What kind of quality of scientific judgement can we expect from experts who defend a widely-held belief that guarantees their income and who are unable to see an obvious conflict of interest?
Unfortunately, the almost hysterical focus on HIV/AIDS in Africa has done much harm over the last two decades. First, the huge political pressure has turned health care priorities upside down. Common problems or diseases are neglected. For example, Africa is a continent so poor that almost half of its population has no access to clean drinking water, and alleviation of this fundamental human need has been scandalously slow.

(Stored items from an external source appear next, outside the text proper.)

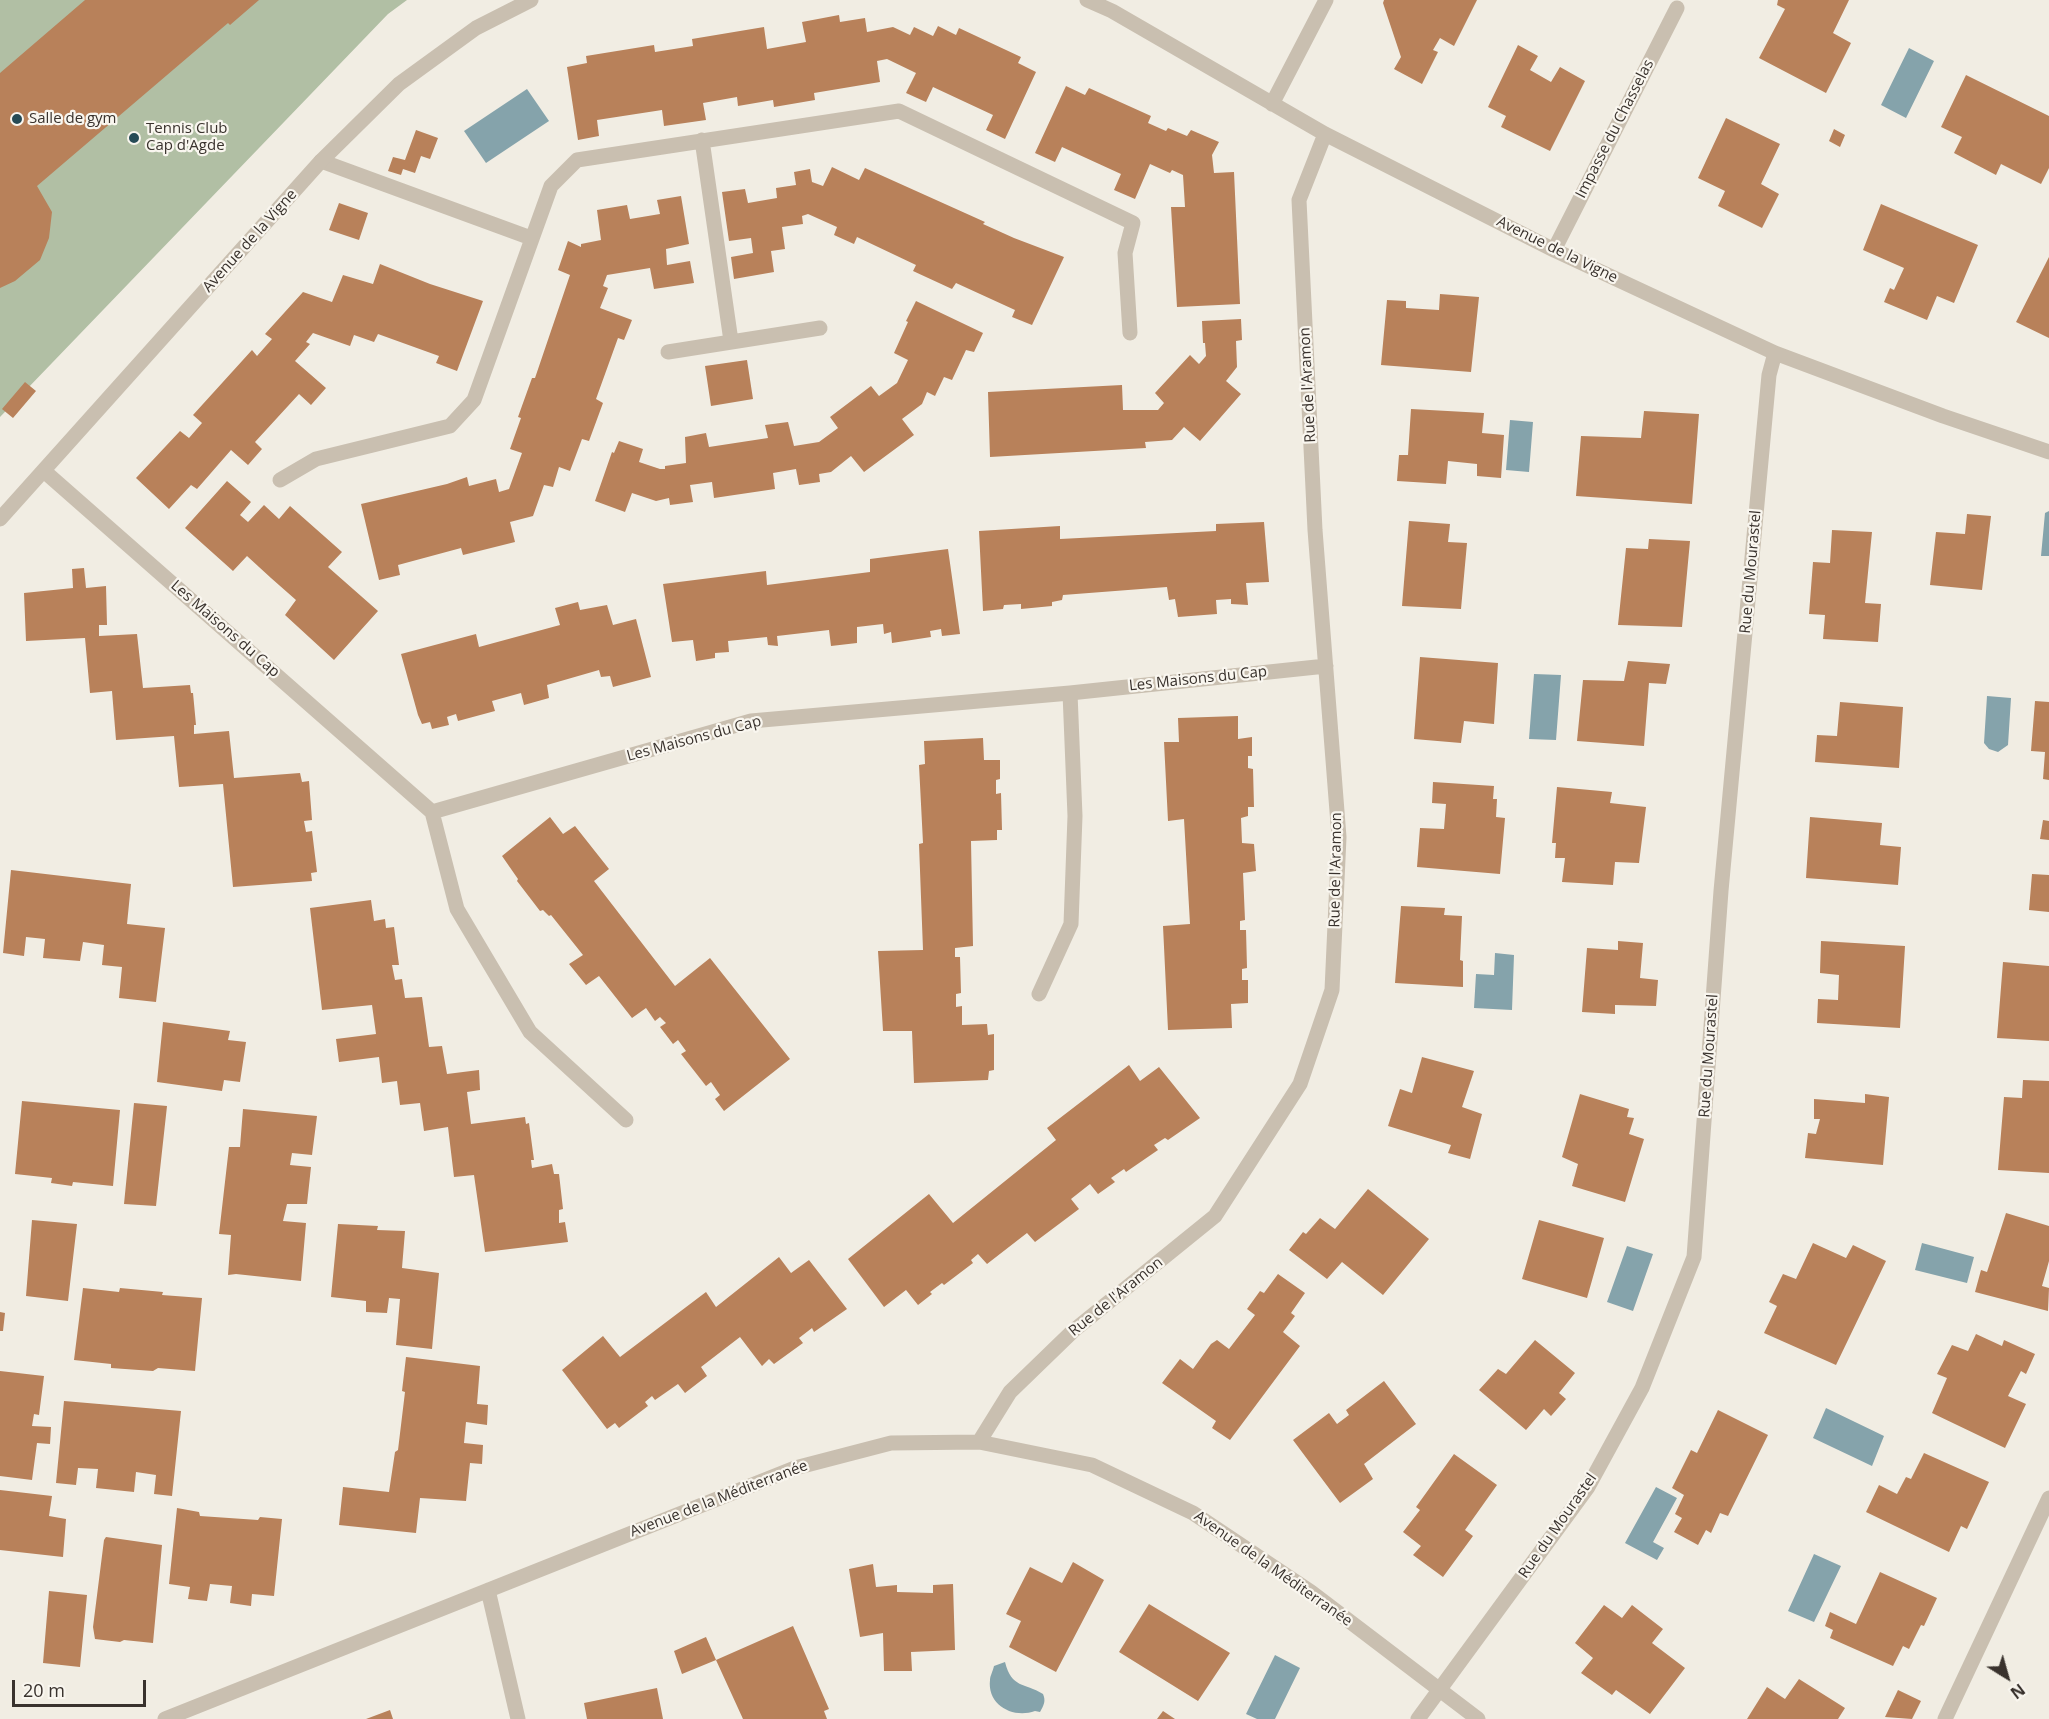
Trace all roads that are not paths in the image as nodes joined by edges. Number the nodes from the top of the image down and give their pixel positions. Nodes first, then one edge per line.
1 (531, 0) edge
2 (1087, 0) edge
3 (1326, 0) edge
4 (1677, 8) dead end
5 (1272, 104) junction
6 (1325, 135) junction
7 (702, 140) junction
8 (321, 161) junction
9 (531, 238) junction
10 (1554, 250) junction
11 (820, 328) dead end
12 (1130, 333) dead end
13 (730, 341) junction
14 (668, 352) dead end
15 (1775, 352) junction
16 (2049, 452) edge
17 (44, 471) junction
18 (280, 480) dead end
19 (0, 519) edge
20 (1326, 666) junction
21 (1070, 693) junction
22 (432, 812) junction
23 (1039, 994) dead end
24 (626, 1120) dead end
25 (979, 1442) junction
26 (2049, 1498) edge
27 (488, 1590) junction
28 (1438, 1690) junction
29 (165, 1719) edge
30 (518, 1719) edge
31 (1418, 1719) edge
32 (1478, 1719) edge
33 (1945, 1719) edge

1 - 8 street, Avenue de la Vigne
2 - 5 street, Avenue de la Vigne
3 - 5 street
4 - 10 street, Impasse du Chasselas
5 - 6 street, Avenue de la Vigne
6 - 10 street, Avenue de la Vigne
6 - 20 street, Rue de l'Aramon
7 - 9 street
7 - 12 street
7 - 13 street
8 - 9 street
8 - 17 street, Avenue de la Vigne
9 - 18 street
10 - 15 street, Avenue de la Vigne
11 - 13 street
13 - 14 street
15 - 16 street, Avenue de la Vigne
15 - 28 street, Rue du Mourastel
17 - 19 street, Avenue de la Vigne
17 - 22 street, Les Maisons du Cap
20 - 21 street, Les Maisons du Cap
20 - 25 street, Rue de l'Aramon
21 - 22 street, Les Maisons du Cap
21 - 23 street
22 - 24 street
25 - 27 street, Avenue de la Méditerranée
25 - 28 street, Avenue de la Méditerranée
26 - 33 street
27 - 29 street, Avenue de la Méditerranée
27 - 30 street
28 - 31 street, Rue du Mourastel
28 - 32 street, Avenue de la Méditerranée

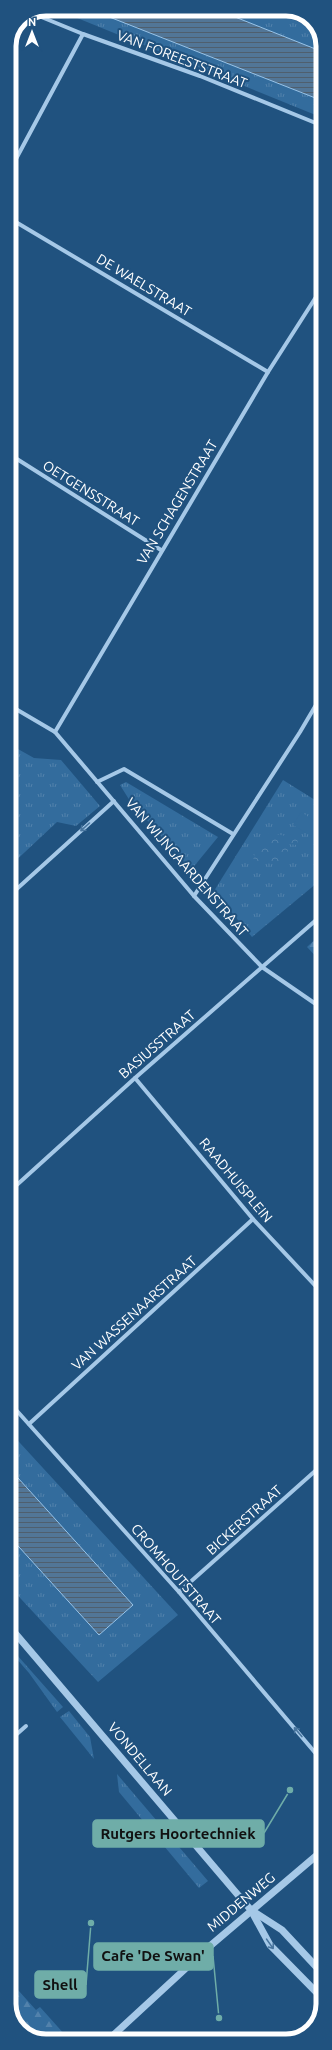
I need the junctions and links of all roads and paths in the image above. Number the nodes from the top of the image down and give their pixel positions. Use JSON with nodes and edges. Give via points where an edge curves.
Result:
{"nodes":[{"id":1,"x":41,"y":17,"type":"edge"},
{"id":2,"x":83,"y":34,"type":"junction"},
{"id":3,"x":316,"y":123,"type":"edge"},
{"id":4,"x":16,"y":159,"type":"edge"},
{"id":5,"x":16,"y":222,"type":"edge"},
{"id":6,"x":316,"y":297,"type":"edge"},
{"id":7,"x":268,"y":372,"type":"junction"},
{"id":8,"x":16,"y":458,"type":"edge"},
{"id":9,"x":161,"y":550,"type":"junction"},
{"id":10,"x":316,"y":705,"type":"edge"},
{"id":11,"x":16,"y":709,"type":"edge"},
{"id":12,"x":55,"y":732,"type":"junction"},
{"id":13,"x":97,"y":782,"type":"junction"},
{"id":14,"x":114,"y":801,"type":"junction"},
{"id":15,"x":233,"y":834,"type":"junction"},
{"id":16,"x":16,"y":890,"type":"edge"},
{"id":17,"x":194,"y":896,"type":"junction"},
{"id":18,"x":316,"y":920,"type":"edge"},
{"id":19,"x":262,"y":967,"type":"junction"},
{"id":20,"x":316,"y":1004,"type":"edge"},
{"id":21,"x":135,"y":1078,"type":"junction"},
{"id":22,"x":16,"y":1186,"type":"edge"},
{"id":23,"x":253,"y":1219,"type":"junction"},
{"id":24,"x":316,"y":1286,"type":"edge"},
{"id":25,"x":16,"y":1410,"type":"edge"},
{"id":26,"x":29,"y":1424,"type":"junction"},
{"id":27,"x":316,"y":1470,"type":"edge"},
{"id":28,"x":179,"y":1592,"type":"junction"},
{"id":29,"x":16,"y":1634,"type":"edge"},
{"id":30,"x":26,"y":1726,"type":"dead end"},
{"id":31,"x":16,"y":1735,"type":"edge"},
{"id":32,"x":316,"y":1754,"type":"edge"},
{"id":33,"x":316,"y":1856,"type":"edge"},
{"id":34,"x":251,"y":1910,"type":"junction"},
{"id":35,"x":316,"y":1966,"type":"edge"},
{"id":36,"x":316,"y":1992,"type":"edge"},
{"id":37,"x":115,"y":2034,"type":"edge"}],
"edges":[{"from":1,"to":2,"type":"street","name":"VAN FOREESTSTRAAT"},
{"from":2,"to":3,"type":"street","name":"VAN FOREESTSTRAAT","via":[[200,76]]},
{"from":2,"to":4,"type":"street"},
{"from":5,"to":7,"type":"street","name":"DE WAELSTRAAT"},
{"from":6,"to":7,"type":"street","name":"VAN SCHAGENSTRAAT"},
{"from":7,"to":9,"type":"street","name":"VAN SCHAGENSTRAAT"},
{"from":8,"to":9,"type":"street","name":"OETGENSSTRAAT"},
{"from":9,"to":12,"type":"street","name":"VAN SCHAGENSTRAAT"},
{"from":10,"to":15,"type":"street"},
{"from":11,"to":12,"type":"street","name":"VAN WIJNGAARDENSTRAAT"},
{"from":12,"to":13,"type":"street","name":"VAN WIJNGAARDENSTRAAT"},
{"from":13,"to":14,"type":"street","name":"VAN WIJNGAARDENSTRAAT"},
{"from":13,"to":15,"type":"street","name":"VAN WIJNGAARDENSTRAAT","via":[[124,769]]},
{"from":14,"to":16,"type":"street","one_way":true},
{"from":14,"to":17,"type":"street","name":"VAN WIJNGAARDENSTRAAT"},
{"from":15,"to":17,"type":"street"},
{"from":17,"to":19,"type":"street","name":"VAN WIJNGAARDENSTRAAT"},
{"from":18,"to":19,"type":"street","name":"BASIUSSTRAAT"},
{"from":19,"to":20,"type":"street"},
{"from":19,"to":21,"type":"street","name":"BASIUSSTRAAT"},
{"from":21,"to":22,"type":"street","name":"BASIUSSTRAAT"},
{"from":21,"to":23,"type":"street","name":"RAADHUISPLEIN"},
{"from":23,"to":24,"type":"street","name":"RAADHUISPLEIN"},
{"from":23,"to":26,"type":"street","name":"VAN WASSENAARSTRAAT"},
{"from":25,"to":26,"type":"street","name":"CROMHOUTSTRAAT"},
{"from":26,"to":28,"type":"street","name":"CROMHOUTSTRAAT"},
{"from":27,"to":28,"type":"street","name":"BICKERSTRAAT"},
{"from":32,"to":28,"type":"street","name":"CROMHOUTSTRAAT","one_way":true},
{"from":29,"to":34,"type":"street","name":"VONDELLAAN"},
{"from":30,"to":31,"type":"street"},
{"from":33,"to":34,"type":"street","name":"MIDDENWEG"},
{"from":34,"to":35,"type":"street","via":[[282,1930]]},
{"from":34,"to":36,"type":"street","one_way":true,"via":[[270,1945]]},
{"from":34,"to":37,"type":"street","name":"MIDDENWEG"}]}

Second, financial resources are being diverted from other important issues. For example, UNAIDS urged African Ministers of Finance to "redirect existing project resources that could be supporting AIDS – billions of dollars programmed for: social funds, education and health projects, infrastructure, rural development".
Third, even interventions like the focus on condoms may be harmful given that abortion is still illegal in most of Africa based on the antiquated laws of the former colonial powers. Condoms are not a very effective contraceptive. And a woman in Africa who finds herself with an unwanted pregnancy due to a condom failure has few options except to turn to illegal and unsafe abortion.
Tragically, effective methods of contraception are rarely available or even withheld on the grounds they do not protect from HIV.
Now that the obvious reality has finally been admitted, we can be relieved that the AIDS epidemic is not the killer we were made believe. But how can we prevent a similar deception in the future? One possible strategy is to avoid just believing what scientists tell us, and instead follow Albert Einstein’s advice: "The important thing is not to stop questioning".